Когда неотъемлемой частью твоей профессии, которой занимаешься уже треть века, является умение наблюдать и анализировать увиденное, тебе, конечно, не составит особого труда соотнести свою нервную бессонницу с регулярными появлениями в ночном небе идеально круглой холодной блямбы. Но в один прекрасный момент мне все это надоело. Я просто плюнул на все и раз и навсегда постановил, что это просто нелепые совпадения. Магнитные бури там, или гравитационные приливы и отливы, или еще какая хреномуть, о которой в последние годы обожают писать болтуны газетеры. Не говорить же всерьез о полнолунии.

И все-таки мне кажется, что эти регулярные приступы мизантропии настолько влияют на мою психику, что я становлюсь нервным, как левретка. Говорить об этом мне ни с кем не хочется. Никогда. И даже с родной женой.

Ну, полнолуние. Ну, бессонница. Ну, работы невпроворот, нервничаю. А кто в наше время не нервничает? Только покойники. Катя вон давно поговаривает, что мне пора на пенсию. Но неправа она, нет. К тому же я начинаю свирепеть, завожусь, тем более что всей правды сказать все равно не могу. И от того завожусь еще больше.

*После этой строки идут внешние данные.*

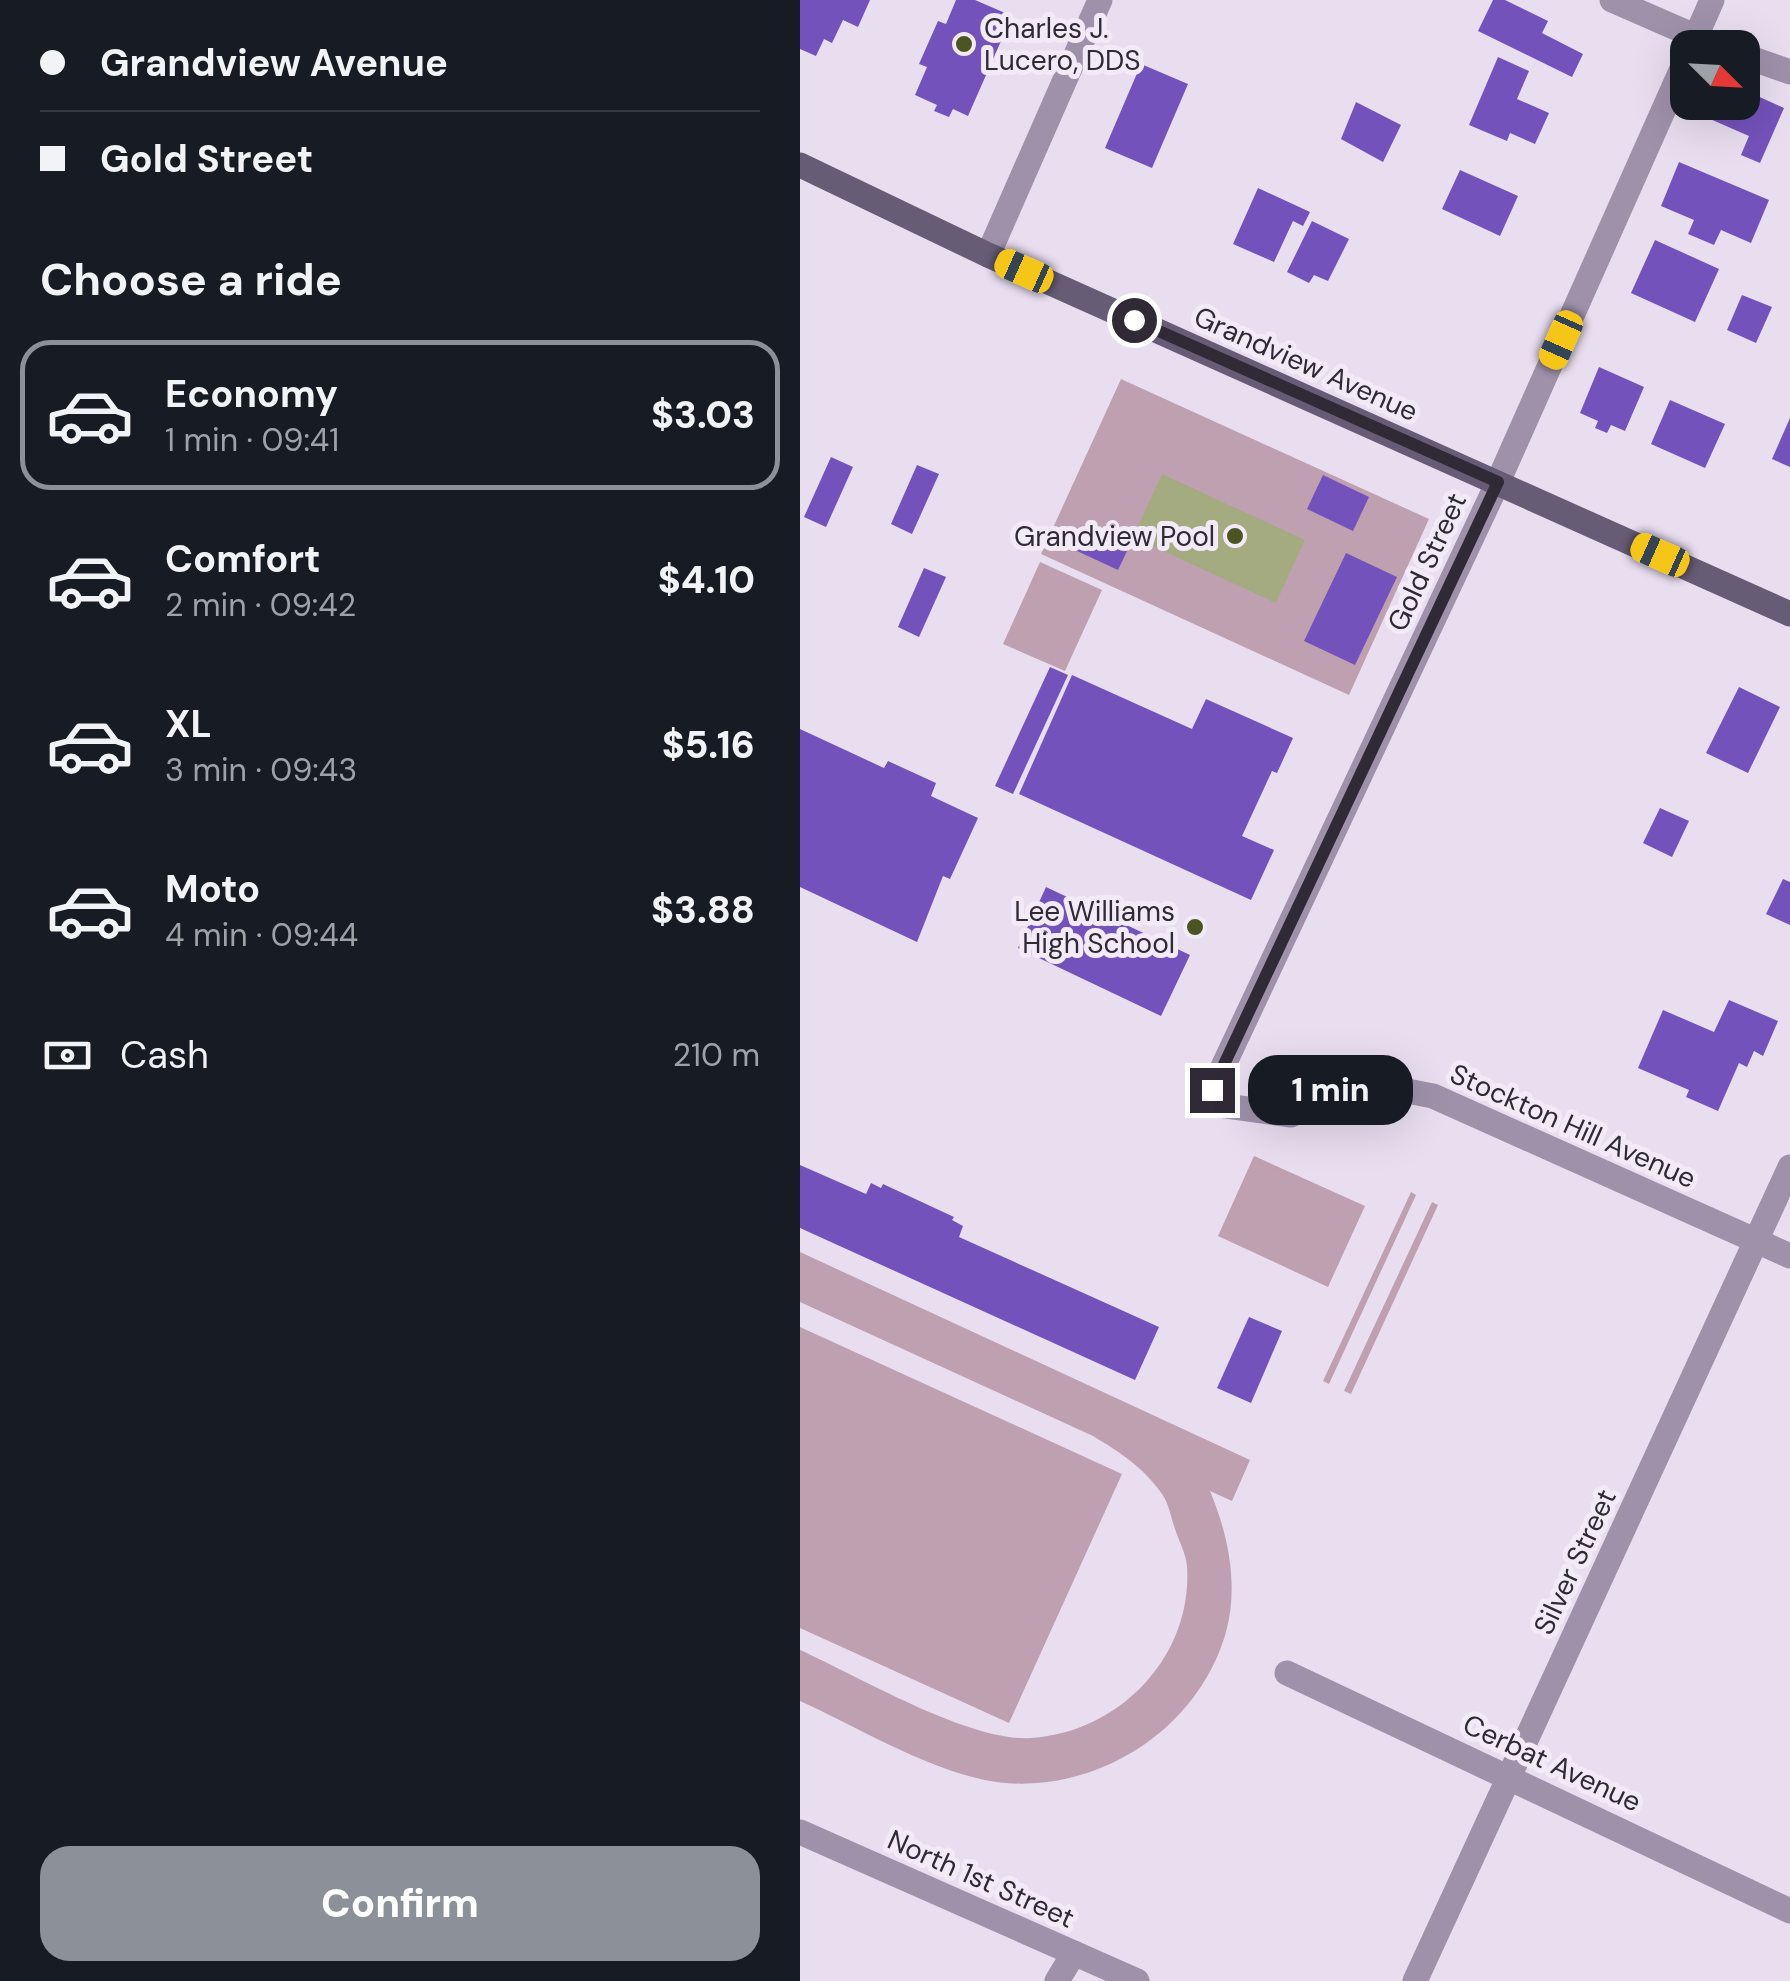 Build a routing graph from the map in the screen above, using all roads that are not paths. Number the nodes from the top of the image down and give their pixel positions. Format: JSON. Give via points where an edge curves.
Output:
{"nodes":[{"id":1,"x":1100,"y":0,"type":"edge"},
{"id":2,"x":1612,"y":0,"type":"edge"},
{"id":3,"x":1712,"y":0,"type":"edge"},
{"id":4,"x":1699,"y":30,"type":"edge"},
{"id":5,"x":1670,"y":35,"type":"edge"},
{"id":6,"x":1760,"y":61,"type":"edge"},
{"id":7,"x":1790,"y":72,"type":"edge"},
{"id":8,"x":1670,"y":94,"type":"edge"},
{"id":9,"x":800,"y":165,"type":"edge"},
{"id":10,"x":988,"y":255,"type":"junction"},
{"id":11,"x":1498,"y":482,"type":"junction"},
{"id":12,"x":1790,"y":614,"type":"edge"},
{"id":13,"x":1212,"y":1097,"type":"joint"},
{"id":14,"x":1790,"y":1167,"type":"edge"},
{"id":15,"x":1756,"y":1240,"type":"junction"},
{"id":16,"x":1790,"y":1256,"type":"edge"},
{"id":17,"x":1287,"y":1673,"type":"dead end"},
{"id":18,"x":1510,"y":1775,"type":"junction"},
{"id":19,"x":800,"y":1832,"type":"edge"},
{"id":20,"x":1790,"y":1911,"type":"edge"},
{"id":21,"x":1074,"y":1954,"type":"junction"},
{"id":22,"x":1058,"y":1981,"type":"edge"},
{"id":23,"x":1137,"y":1981,"type":"edge"},
{"id":24,"x":1415,"y":1981,"type":"edge"}],
"edges":[{"from":1,"to":10,"type":"street"},
{"from":2,"to":5,"type":"street"},
{"from":3,"to":4,"type":"street","name":"Gold Street"},
{"from":6,"to":7,"type":"street"},
{"from":8,"to":11,"type":"street","name":"Gold Street"},
{"from":9,"to":10,"type":"main road","name":"Grandview Avenue"},
{"from":10,"to":11,"type":"main road","name":"Grandview Avenue"},
{"from":11,"to":12,"type":"main road","name":"Grandview Avenue"},
{"from":11,"to":13,"type":"street","name":"Gold Street"},
{"from":13,"to":15,"type":"street","name":"Stockton Hill Avenue","via":[[1292,1115],[1366,1083],[1434,1096]]},
{"from":14,"to":15,"type":"street","name":"Silver Street"},
{"from":15,"to":16,"type":"street","name":"Stockton Hill Avenue"},
{"from":15,"to":18,"type":"street","name":"Silver Street"},
{"from":17,"to":18,"type":"street","name":"Cerbat Avenue"},
{"from":18,"to":20,"type":"street","name":"Cerbat Avenue"},
{"from":18,"to":24,"type":"street","name":"Silver Street"},
{"from":19,"to":21,"type":"street","name":"North 1st Street"},
{"from":21,"to":22,"type":"street"},
{"from":21,"to":23,"type":"street","name":"North 1st Street"}]}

Потом дни полнолуния проходят — а куда им деться? — и я снова становлюсь спокойным и рассудительным. И бессонницы как ни бывало. Засыпаю, едва коснувшись головой подушки. Впрочем, раз на раз не приходится. Иногда я вообще не замечаю полнолуния и ничего особенного со мной не происходит. По нескольку месяцев подряд.

Но в эту ночь я долго не мог уснуть.

Моя умная и все понимающая жена, сославшись на какую-то ерундовую причину, ушла ночевать к Тане. А я, как мог, сражался с бессонницей. Давил проклятую всеми доступными средствами: курил, выходил на крыльцо подышать свежим воздухом, снова ложился и, лежа в постели с закрытыми глазами, считал бесконечных верблюдов. Ничего не помогало. В конце концов даже, следуя услышанному от кого-то старому индейскому способу, честно просидел возле кровати на корточках двадцать минут. Но и это ни хрена не помогло. Только ноги затекли так, что, поднимаясь, я невольно пошатнулся и коленкой, самой чашечкой, так треснулся об угол кровати, что искры из глаз полетели. Ух, как я матерился, растирая вмиг распухшее колено! Потом снова улегся в постель и накрыл голову подушкой. Но даже с закрытыми глазами и с подушкой на голове спать не хотелось. Только колено ныло.